Die Wende schaffte das deutsche Team sogar ohne Superstar Schröder auf dem Feld. Genau in diesen Phasen hatte es in der Vorbereitung noch die meisten Probleme gegeben. Aber offensichtlich hat ein Lernprozess eingesetzt und das Team die nächste Stufe auf der Erfolgstreppe erklommen. Bei der WM 2019 hatte der damalige Bundestrainer Henrik Rödl noch zu sehr auf das Zusammenspiel der NBA-Stars Schröder und Theis gebaut und war damit krachend gescheitert. Mittlerweile ist das DBB-Team viel flexibler und damit für jeden Gegner gefährlich.
Vor der Zwischenrunde hat Deutschland nun zwei Tage Pause und auch keinen Reisestress.

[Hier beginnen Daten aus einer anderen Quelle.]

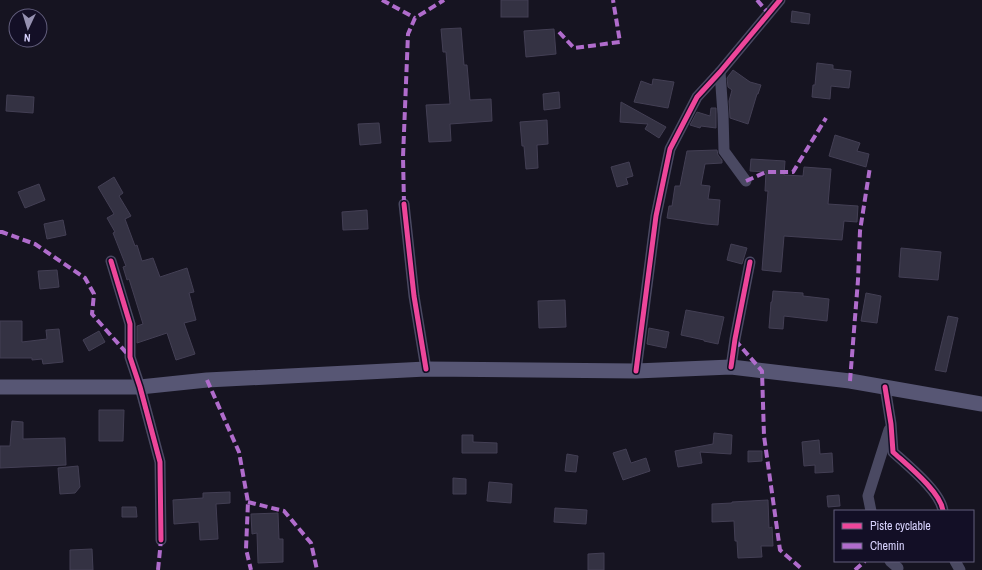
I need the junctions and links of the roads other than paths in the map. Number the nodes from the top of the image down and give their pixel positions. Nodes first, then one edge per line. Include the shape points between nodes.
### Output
1 (780, 0) edge
2 (720, 72) junction
3 (746, 181) dead end
4 (404, 204) dead end
5 (111, 261) dead end
6 (750, 262) dead end
7 (731, 367) junction
8 (426, 369) junction
9 (636, 371) junction
10 (0, 387) edge
11 (140, 387) junction
12 (885, 387) junction
13 (982, 404) edge
14 (891, 424) junction
15 (871, 510) edge
16 (943, 510) edge
17 (161, 540) dead end

1 - 2 street
2 - 3 street via 724,150
2 - 9 street via 697,97 670,149 656,216
4 - 8 street via 414,296
5 - 11 street via 130,324 130,357
6 - 7 street
7 - 9 main road
7 - 12 main road
8 - 9 main road
8 - 11 main road via 207,380
10 - 11 main road
11 - 17 street via 160,462
12 - 13 main road
12 - 14 street
14 - 15 street via 868,496
14 - 16 street via 893,452 930,487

Die anstehenden zwei Partien, unter anderem gegen Sloweniens Superstar Luka Dončić werden wieder in Okinawa ausgetragen. Die Hoffnung des Trainerteams, das im letzten Viertel schon die komplette erste Reihe schonen konnte, ist nun, dass auch NBA-Jungstar Franz Wagner von seiner Knöchelverletzung bis zum Freitag wieder genesen wird. Aus einem 3:0-Start könnte dann sogar ein 5:0 werden, was den Viertelfinaleinzug bedeuten würde. Dann wäre es nur noch eine Stufe bis zur erhofften Medaille und der damit fast sicher verbundenen Olympiaqualifikation.